Roos E Pouw1, Torsten Beyna2, Kamar Belghazi1, Arjun D Koch3, Erik J Schoon4, Rehan Haidry5, Bas L Weusten6, Raf Bisschops7, Nicholas J Shaheen8, Michael B Wallace9, Norman Marcon10, Rachel Heise-Ginsburg2, Anniek W Gotink3, Kenneth K Wang11, Cadman L Leggett11, Jacobo Ortiz-Fernández-Sordo12, Krish Ragunath12, Massimiliano DiPietro13, Oliver Pech14, Horst Neuhaus2, Jacques J Bergman1.   

Abstract

BACKGROUND AND AIMS: Early neoplasia in Barrett's esophagus (BE) can be effectively and safely removed by endoscopic resection (ER) using multiband mucosectomy (MBM).
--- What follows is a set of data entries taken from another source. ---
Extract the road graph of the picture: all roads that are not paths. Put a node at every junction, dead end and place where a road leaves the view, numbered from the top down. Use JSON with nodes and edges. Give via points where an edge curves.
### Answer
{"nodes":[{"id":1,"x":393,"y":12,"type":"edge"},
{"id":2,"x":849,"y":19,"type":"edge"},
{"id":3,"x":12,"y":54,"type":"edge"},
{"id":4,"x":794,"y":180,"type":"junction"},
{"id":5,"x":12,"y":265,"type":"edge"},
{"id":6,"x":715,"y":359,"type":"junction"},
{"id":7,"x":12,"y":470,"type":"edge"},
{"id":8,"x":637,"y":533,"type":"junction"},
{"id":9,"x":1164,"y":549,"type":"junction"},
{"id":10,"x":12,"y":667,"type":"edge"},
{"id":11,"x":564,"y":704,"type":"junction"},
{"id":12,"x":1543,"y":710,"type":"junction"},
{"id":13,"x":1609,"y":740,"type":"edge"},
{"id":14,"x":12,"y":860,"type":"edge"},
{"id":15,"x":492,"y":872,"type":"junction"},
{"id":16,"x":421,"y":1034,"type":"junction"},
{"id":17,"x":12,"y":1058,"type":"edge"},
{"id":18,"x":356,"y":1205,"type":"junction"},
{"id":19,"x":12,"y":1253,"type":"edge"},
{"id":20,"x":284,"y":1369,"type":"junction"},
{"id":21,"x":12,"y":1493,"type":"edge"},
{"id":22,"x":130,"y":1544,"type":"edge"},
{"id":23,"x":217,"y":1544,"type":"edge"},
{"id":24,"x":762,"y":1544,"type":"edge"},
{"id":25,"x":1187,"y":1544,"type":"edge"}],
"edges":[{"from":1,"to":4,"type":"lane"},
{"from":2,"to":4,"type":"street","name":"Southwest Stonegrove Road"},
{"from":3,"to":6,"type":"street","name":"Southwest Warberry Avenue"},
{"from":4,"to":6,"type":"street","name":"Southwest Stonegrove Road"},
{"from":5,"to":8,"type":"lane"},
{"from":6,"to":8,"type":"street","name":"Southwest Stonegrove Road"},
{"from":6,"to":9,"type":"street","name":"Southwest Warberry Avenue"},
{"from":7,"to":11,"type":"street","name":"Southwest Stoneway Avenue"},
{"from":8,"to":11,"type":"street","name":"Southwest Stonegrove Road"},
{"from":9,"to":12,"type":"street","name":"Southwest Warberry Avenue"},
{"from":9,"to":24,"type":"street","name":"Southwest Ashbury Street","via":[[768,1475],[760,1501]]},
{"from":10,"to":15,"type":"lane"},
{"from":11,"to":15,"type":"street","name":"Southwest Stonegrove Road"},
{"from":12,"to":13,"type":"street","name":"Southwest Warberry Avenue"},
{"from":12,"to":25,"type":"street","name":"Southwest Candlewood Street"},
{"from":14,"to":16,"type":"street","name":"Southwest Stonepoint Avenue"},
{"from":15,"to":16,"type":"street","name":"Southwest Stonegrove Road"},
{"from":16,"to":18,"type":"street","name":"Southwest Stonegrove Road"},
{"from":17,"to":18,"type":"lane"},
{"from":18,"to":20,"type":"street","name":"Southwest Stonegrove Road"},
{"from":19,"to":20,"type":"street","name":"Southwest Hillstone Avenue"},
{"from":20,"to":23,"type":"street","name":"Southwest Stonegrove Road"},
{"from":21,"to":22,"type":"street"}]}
This study aimed to document performance of a novel MBM device designed for improved visualization, easier passage of accessories, and better suction power compared with other marketed MBM devices.
METHODS: This international, single-arm, prospective registry in 14 referral centers (Europe, 10; United States, 3; Canada, 1) included patients with early BE neoplasia scheduled for ER. The primary endpoint was successful ER defined as complete resection of the delineated area in 1 procedure. Secondary outcomes were adverse events and procedure time.
RESULTS: A total of 332 lesions was included in 291 patients (248 men; mean age, 67 years [standard deviation, 9.6]). ER indication was high-grade dysplasia in 64%, early adenocarcinoma in 19%, lesion with low-grade dysplasia in 11%, and a lesion without definite histology in 6%. Successful ER was reached in 322 of 332 lesions (97%; 95% confidence interval [CI], 94.6%-98.4%). A perforation occurred in 3 of 332 procedures (.9%; 95% CI, .31%-2.62%), all were managed endoscopically, and patients were admitted with intravenous antibiotics during days 2, 3, and 9. Postprocedural bleeding requiring an intervention occurred in 5 of 332 resections (1.5%; 95% CI, .65%-3.48%). Dysphagia requiring dilatation occurred in 11 patients (3.8%; 95% CI, 2.1%-6.6%). Median procedure time was 16 minutes (interquartile range, 12.0-26.0).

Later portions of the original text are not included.